● **Task brief**: From the entries below, return only the lines starting at the one that contains "ring dip: (877, 848)" and ending at the one that contains "middle tip: (1026, 870)", exactly as they stand.

● **Supplied records**:
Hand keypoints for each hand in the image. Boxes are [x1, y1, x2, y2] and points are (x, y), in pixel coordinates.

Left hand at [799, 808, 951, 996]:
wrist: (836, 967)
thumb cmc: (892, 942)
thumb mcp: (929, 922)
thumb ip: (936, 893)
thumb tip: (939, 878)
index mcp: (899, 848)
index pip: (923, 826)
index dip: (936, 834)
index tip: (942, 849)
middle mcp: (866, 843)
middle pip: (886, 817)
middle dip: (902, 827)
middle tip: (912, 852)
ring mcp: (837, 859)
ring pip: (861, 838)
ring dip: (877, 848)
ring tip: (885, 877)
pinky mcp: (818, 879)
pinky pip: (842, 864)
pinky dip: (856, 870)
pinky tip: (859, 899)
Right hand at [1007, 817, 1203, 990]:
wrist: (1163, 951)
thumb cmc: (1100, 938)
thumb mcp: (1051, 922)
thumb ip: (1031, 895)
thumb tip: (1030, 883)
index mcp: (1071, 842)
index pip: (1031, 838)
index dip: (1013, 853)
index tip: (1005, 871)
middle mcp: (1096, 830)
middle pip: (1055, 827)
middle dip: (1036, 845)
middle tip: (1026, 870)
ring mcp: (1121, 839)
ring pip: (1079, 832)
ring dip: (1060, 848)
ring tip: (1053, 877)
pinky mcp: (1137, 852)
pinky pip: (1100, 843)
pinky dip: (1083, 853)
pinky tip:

● **Response to the task**:
ring dip: (877, 848)
ring tip: (885, 877)
pinky mcp: (818, 879)
pinky pip: (842, 864)
pinky dip: (856, 870)
pinky tip: (859, 899)
Right hand at [1007, 817, 1203, 990]:
wrist: (1163, 951)
thumb cmc: (1100, 938)
thumb mcp: (1051, 922)
thumb ip: (1031, 895)
thumb tip: (1030, 883)
index mcp: (1071, 842)
index pip: (1031, 838)
index dip: (1013, 853)
index tip: (1005, 871)
middle mcp: (1096, 830)
middle pip: (1055, 827)
middle dip: (1036, 845)
middle tip: (1026, 870)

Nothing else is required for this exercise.